What a privilege was theirs! As they retraced their steps back to Emmaus after their pilgrimage to Jerusalem for Passover, Jesus joined them and journeyed with them. As they walked together, he taught them and their hearts burned within them. As they ate together, he revealed his identity to them and they rushed back to Jerusalem to tell their friends the joyous news.

Their experience of the risen Christ was unique. Nevertheless, we too are privileged in related ways. Jesus joins us on the road and journeys with us. Jesus teaches us. And as we enjoy fellowship with Jesus, we come to understand more about him. The difference for us is that Jesus relates to us through his Spirit rather than bodily.

The metaphors of pilgrimage and journey are familiar ones for us. They are very Biblical. For centuries prior to Jesus, Jewish pilgrims would sing pilgrimage songs on their way to Jerusalem. Psalms 120-134 comprise a collection of such songs known as the Psalms of Ascent. I particularly like Psalm 128:1-2.

“Blessed is everyone who fears the LORD, who walks in his ways! You shall eat the fruit of the labour of your hands; you shall be happy, and it shall go well with you.”

A more recent song that expresses similar ideas is “Trust and Obey” (hymn 548), especially verse 1 and the chorus.
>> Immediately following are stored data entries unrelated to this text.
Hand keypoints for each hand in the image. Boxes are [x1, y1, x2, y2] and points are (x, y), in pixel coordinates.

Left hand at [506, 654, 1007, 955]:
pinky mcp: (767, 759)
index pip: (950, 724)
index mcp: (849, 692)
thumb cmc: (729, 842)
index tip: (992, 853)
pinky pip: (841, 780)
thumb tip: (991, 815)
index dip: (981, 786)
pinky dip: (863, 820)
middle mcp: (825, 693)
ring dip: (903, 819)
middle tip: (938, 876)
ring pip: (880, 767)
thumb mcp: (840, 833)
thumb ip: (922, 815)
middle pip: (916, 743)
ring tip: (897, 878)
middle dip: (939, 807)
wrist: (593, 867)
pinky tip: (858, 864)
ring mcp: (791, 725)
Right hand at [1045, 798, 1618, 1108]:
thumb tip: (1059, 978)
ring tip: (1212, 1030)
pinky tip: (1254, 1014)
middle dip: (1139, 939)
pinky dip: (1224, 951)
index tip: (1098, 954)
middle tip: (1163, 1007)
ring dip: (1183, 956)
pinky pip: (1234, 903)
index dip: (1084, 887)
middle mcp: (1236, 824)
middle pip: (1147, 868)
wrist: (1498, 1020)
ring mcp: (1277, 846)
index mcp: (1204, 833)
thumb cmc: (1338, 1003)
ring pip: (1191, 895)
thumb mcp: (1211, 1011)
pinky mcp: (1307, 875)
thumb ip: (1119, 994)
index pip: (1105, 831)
In her book “Christianity for the Rest of Us”, Diana Butler Bass refers to M. Night Shyamalan’s film “The Village” in which a group of people escapes the contemporary world’s chaos by constructing an alternative community completely separated from the rest of society. It is protected by strict and unvarying rules and customs based on the model of a 19th Century pioneer town. In a moment of crisis, the town elders realise they must send someone out of the village in order to save what they most value. They choose a blind girl, so that she might not see and be contaminated by the world. Her journey is terrifying, but she eventually discovers that love, salvation and redemption lay only outside the walls and in risking the unknown.
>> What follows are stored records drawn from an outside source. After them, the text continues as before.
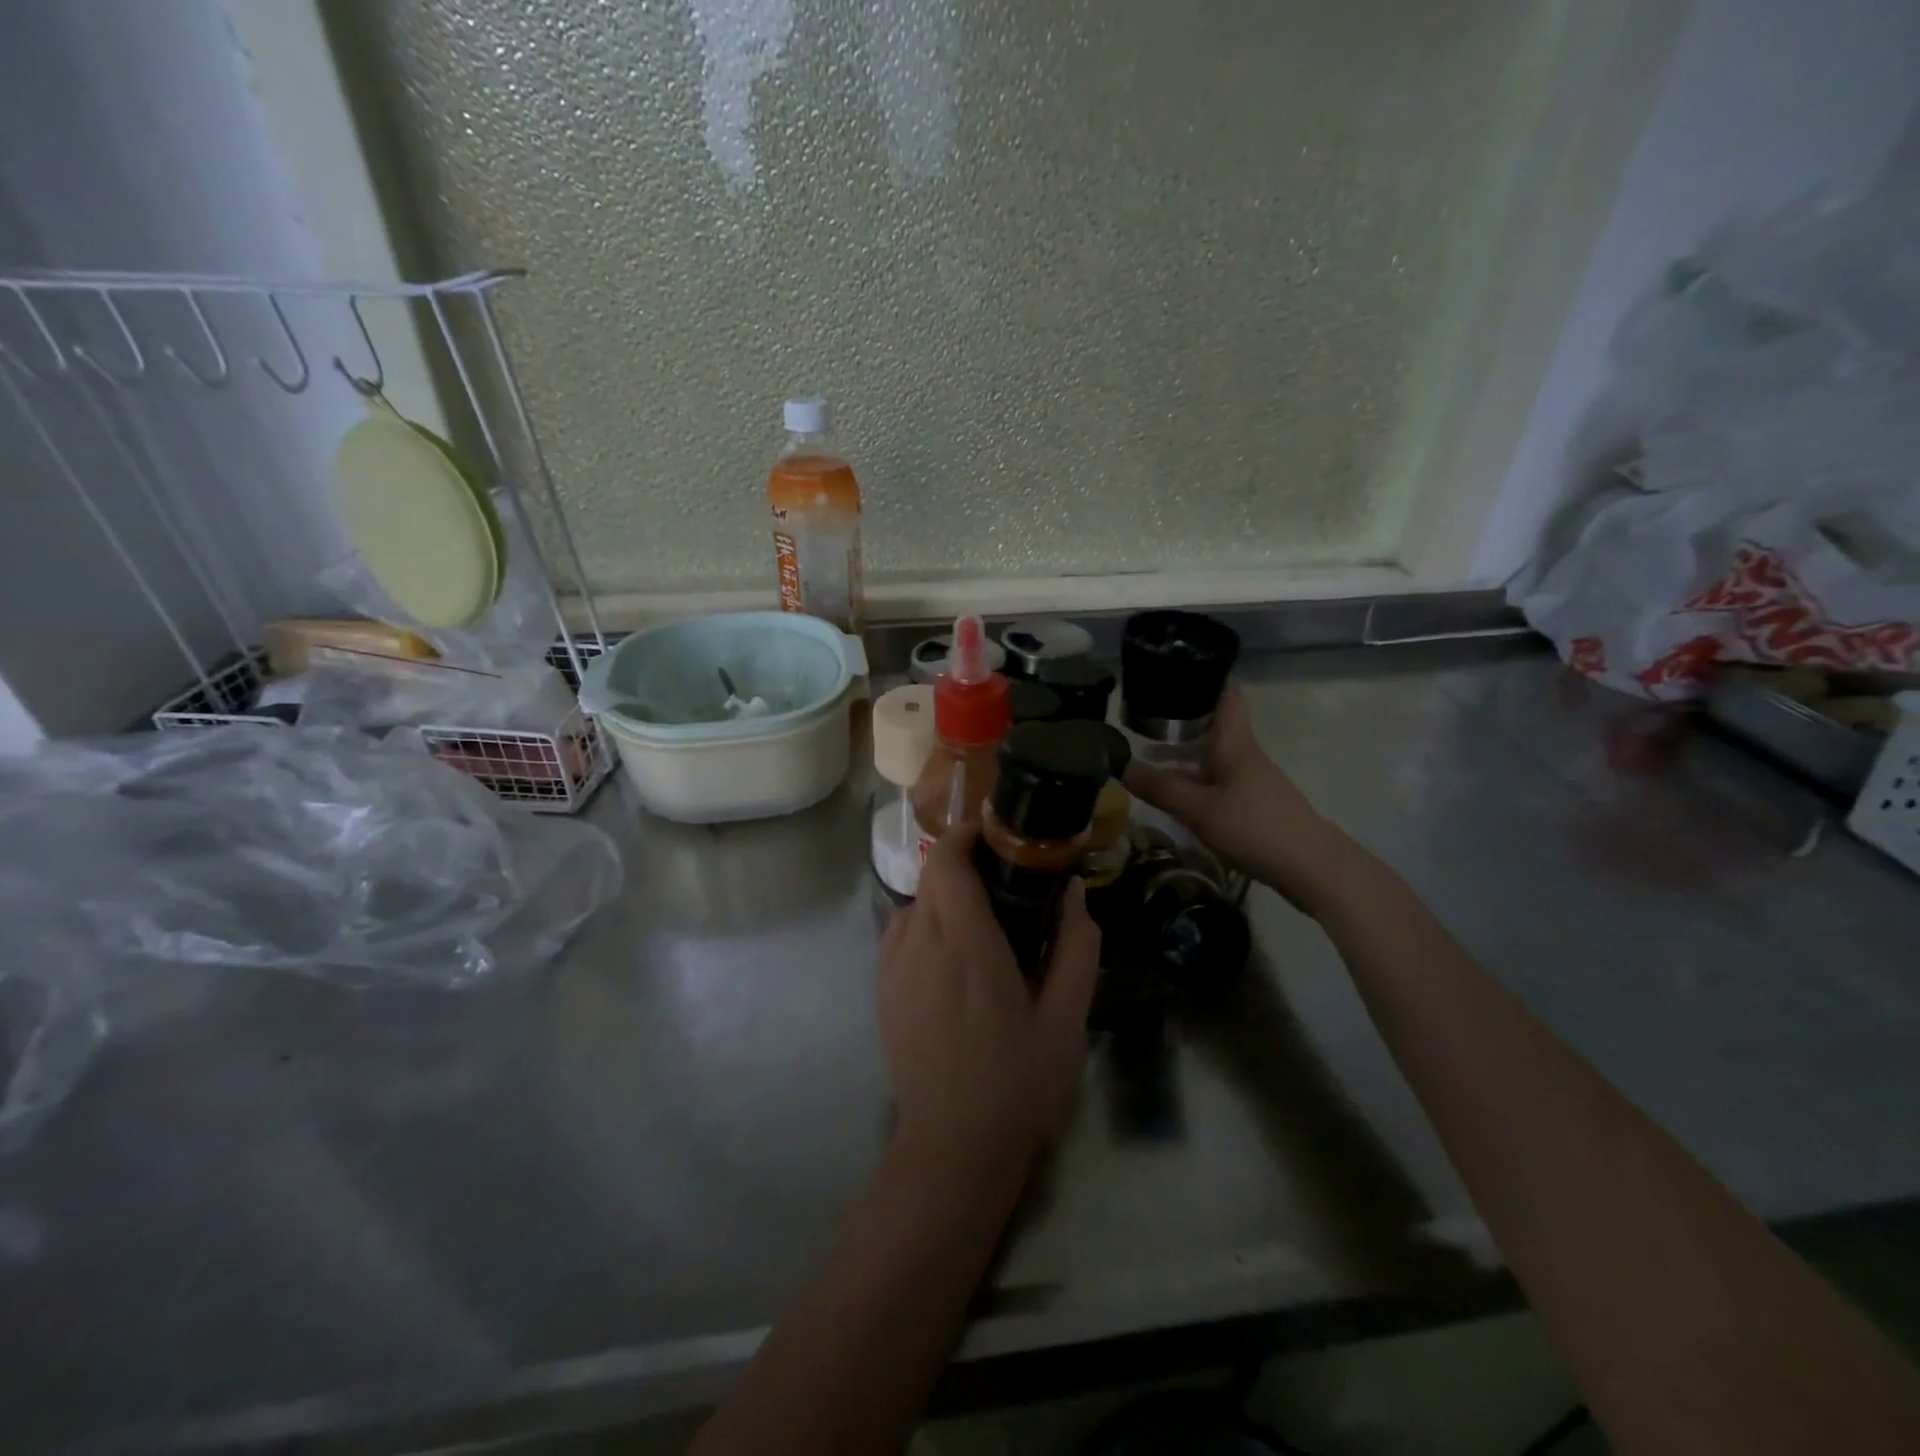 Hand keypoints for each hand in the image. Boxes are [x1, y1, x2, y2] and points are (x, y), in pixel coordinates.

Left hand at [877, 822, 1100, 1167]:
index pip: (946, 861)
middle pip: (930, 876)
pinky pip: (900, 935)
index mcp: (966, 945)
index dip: (965, 834)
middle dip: (963, 863)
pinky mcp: (882, 992)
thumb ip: (1075, 948)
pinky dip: (926, 925)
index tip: (996, 833)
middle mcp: (920, 945)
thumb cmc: (1018, 1083)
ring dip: (945, 897)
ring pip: (914, 904)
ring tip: (981, 922)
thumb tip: (1076, 892)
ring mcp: (893, 969)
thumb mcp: (1066, 1020)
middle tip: (1005, 879)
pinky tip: (953, 960)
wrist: (953, 1149)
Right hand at [1124, 680, 1340, 910]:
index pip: (1225, 695)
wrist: (1313, 868)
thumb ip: (1161, 789)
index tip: (1174, 673)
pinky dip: (1194, 779)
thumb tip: (1122, 766)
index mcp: (1234, 744)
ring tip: (1148, 761)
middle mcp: (1244, 755)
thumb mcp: (1199, 810)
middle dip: (1180, 721)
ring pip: (1213, 756)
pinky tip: (1176, 796)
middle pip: (1213, 726)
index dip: (1204, 678)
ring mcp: (1252, 780)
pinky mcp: (1254, 804)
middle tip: (1143, 720)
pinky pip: (1218, 781)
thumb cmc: (1255, 828)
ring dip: (1183, 755)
Bass writes: “What if the story is not just the journey of a single blind girl?… What if the whole village went on a journey to see? On my journey, I travelled with those who are more comfortable in the wilderness, people who are willing to explore the new terrain around them. Yet they did not travel alone. I found that in the breakdown of old villages, Christians are forming a different sort of village in congregations around the country. Not spiritual gated communities or protected rural villages. Rather, their new kind of village is a pilgrim community embarked on a journey of rediscovering Christianity, where people can forge new faith ties in a frightening and fragmented world. For those I met, change was not always easy, and their churches were not perfect. But they embodied courage, creativity, and imagination. And risk.”

Blessings on your journey, pilgrims. Remember the risen Lord walks with you.